Giraffes are in fact one of the few hoofed animals born with horns. Both sexes have these prominent horn like structures that are referred to as ossicones and are formed from ossified cartilage, covered in skin and fused to the skill at the parietal bones. The giraffe’s upper jaw has a grooved palate and lacks front teeth, while their molars consist of the rough ossicones, which have lain flat while the giraffe was in the womb. These ossicones become erect within a few days after the giraffe is born.

Being vascularaized, these “horns” or ossicones may have a role in thermoregulation and are also used in combat between male giraffes. Appearance of the ossicones help identify the sex and age of a giraffe, with the ossicones of females being young and thin, displaying tufts of hair on the top, and adult male’s ossicones ending in knobs and tending to be bald on top.

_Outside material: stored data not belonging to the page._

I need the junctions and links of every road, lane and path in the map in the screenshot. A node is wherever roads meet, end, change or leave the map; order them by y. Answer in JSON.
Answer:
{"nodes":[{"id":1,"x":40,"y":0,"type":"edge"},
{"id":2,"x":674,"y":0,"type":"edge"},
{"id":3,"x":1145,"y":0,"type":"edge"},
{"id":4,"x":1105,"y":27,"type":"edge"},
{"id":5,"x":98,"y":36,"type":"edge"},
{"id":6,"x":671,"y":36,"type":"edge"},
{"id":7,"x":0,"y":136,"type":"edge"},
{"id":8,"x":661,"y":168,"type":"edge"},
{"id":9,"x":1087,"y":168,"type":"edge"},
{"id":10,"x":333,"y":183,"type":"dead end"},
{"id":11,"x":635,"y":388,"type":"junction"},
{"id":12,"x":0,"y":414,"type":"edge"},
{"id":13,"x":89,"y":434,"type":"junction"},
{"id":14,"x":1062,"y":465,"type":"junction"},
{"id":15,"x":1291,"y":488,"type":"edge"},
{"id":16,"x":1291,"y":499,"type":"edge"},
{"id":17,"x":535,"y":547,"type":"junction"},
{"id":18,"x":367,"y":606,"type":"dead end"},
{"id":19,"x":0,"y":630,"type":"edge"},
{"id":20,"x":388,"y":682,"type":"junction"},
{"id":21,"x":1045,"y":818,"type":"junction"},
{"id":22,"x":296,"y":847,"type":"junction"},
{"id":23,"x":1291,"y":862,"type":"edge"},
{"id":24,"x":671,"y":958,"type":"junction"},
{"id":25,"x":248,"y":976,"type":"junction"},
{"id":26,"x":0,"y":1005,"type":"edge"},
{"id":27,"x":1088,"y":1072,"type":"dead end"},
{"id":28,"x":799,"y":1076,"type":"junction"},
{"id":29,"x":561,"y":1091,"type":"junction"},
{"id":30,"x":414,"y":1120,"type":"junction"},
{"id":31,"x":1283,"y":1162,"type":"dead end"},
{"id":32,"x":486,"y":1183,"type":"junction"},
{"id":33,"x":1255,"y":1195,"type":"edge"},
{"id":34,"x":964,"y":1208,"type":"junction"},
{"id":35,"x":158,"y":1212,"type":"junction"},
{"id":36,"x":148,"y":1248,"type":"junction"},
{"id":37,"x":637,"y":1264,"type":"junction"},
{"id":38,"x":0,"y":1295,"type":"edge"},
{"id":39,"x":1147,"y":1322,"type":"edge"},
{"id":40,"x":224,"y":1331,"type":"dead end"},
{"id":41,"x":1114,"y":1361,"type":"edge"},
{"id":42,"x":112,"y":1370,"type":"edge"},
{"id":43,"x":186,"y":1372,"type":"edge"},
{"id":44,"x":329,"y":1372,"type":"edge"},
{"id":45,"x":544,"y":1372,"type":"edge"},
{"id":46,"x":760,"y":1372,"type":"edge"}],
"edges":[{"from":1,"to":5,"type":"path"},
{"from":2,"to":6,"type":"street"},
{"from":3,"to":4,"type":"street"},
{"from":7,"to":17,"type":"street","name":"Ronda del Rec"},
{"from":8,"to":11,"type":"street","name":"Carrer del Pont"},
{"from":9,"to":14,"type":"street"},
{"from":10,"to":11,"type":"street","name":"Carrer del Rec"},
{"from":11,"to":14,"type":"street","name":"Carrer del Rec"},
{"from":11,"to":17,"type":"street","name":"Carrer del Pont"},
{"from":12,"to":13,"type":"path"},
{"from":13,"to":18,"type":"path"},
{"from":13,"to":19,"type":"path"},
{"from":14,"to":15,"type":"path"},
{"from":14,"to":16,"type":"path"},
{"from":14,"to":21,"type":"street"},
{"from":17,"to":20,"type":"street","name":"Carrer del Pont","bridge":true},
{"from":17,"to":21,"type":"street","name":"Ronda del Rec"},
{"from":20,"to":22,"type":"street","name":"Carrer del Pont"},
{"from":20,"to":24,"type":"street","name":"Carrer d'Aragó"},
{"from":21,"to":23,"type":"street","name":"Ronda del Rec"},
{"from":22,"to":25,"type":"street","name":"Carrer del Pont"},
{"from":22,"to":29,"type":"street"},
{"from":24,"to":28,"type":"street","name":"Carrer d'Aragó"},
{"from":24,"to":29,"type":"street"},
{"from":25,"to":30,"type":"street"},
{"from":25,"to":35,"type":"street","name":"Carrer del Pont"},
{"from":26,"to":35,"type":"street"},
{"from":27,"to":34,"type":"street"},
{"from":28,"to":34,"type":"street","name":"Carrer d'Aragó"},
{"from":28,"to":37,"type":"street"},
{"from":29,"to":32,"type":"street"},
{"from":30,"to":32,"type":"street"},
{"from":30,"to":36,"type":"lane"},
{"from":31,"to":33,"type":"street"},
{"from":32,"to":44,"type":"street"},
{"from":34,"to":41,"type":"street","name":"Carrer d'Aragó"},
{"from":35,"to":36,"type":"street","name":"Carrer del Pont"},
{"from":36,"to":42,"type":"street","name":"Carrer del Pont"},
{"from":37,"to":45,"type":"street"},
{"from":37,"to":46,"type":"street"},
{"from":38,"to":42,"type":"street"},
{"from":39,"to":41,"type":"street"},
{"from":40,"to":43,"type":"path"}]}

Can Giraffes Be Homosexual?

It is true that just like humans, all kinds of animals, including the giraffe can be homosexual. For these animals, there is documented homosexual behavior of one or more of the following kinds: sex, courtship, affection, pair bonding, or parenting.

Another interesting fact is that giraffes have actually often been referred to as “especially gay” due to the fact that they are often found engaging in same-sex sexual behavior, more than male-female (heterosexual) sex. Newer research has shown that same sex behavior is a nearly universal phenomenon in the animal kingdom, common across species. Furthermore, homosexual behavior is best known from social species.

Are Giraffes Endangered?

While most species of giraffes are not endangered, some species such as the West African And/or Nigerian Giraffe are endangered due to the fact that human poachers often hunt them for their skins, meat, fur and tails. Unfortunately these creature’s tails are often made into good luck bracelets.

Other reasons for certain species of giraffes becoming endangered include loss of habitat, slow rate of breeding, and increasing change in climate. Drought and flooding are two examples among these changes in climate affecting these endangered species of giraffes. Giraffes are widespread throughout Africa and their population totals more than 100,000. Sadly, there are now less than 200 West African Giraffes in existence today, and fewer than 2,500 Ugandan Giraffes.

Are Zebras and Giraffes Related?

The okapi has raise the question how closely are giraffes and zebras related. The okapi has striped legs like a zebra but many other characteristic ape that of the giraffe. So are zebras and giraffes related?

Well lets look at their scientific classifications, they both belong to the Animalia kingdom, and the Chordata phylum. Also they both belong to the Mammalia class. However that’s where the similarities in scientific classification stop. The zebra is in the Perissodactyla order and the giraffe is in the Artiodactyla. An interesting fact is they are both ungulates, which means they both have hoofed feet. The answer to the question are they related, depends on your definition of related. They are not related like zebras and horses are related. Horses and zebras have a common ancestor we can trace back to about 4 million years ago. The common ancestor of the zebra and giraffe would be over 54 million years ago.

I would say that is not close enough to call them related. The zebra would be closer related to a rhinoceros. And giraffes closer related to an American moose. They may both be from Africa but they have evolved in entirely different ways in the last 54 million years.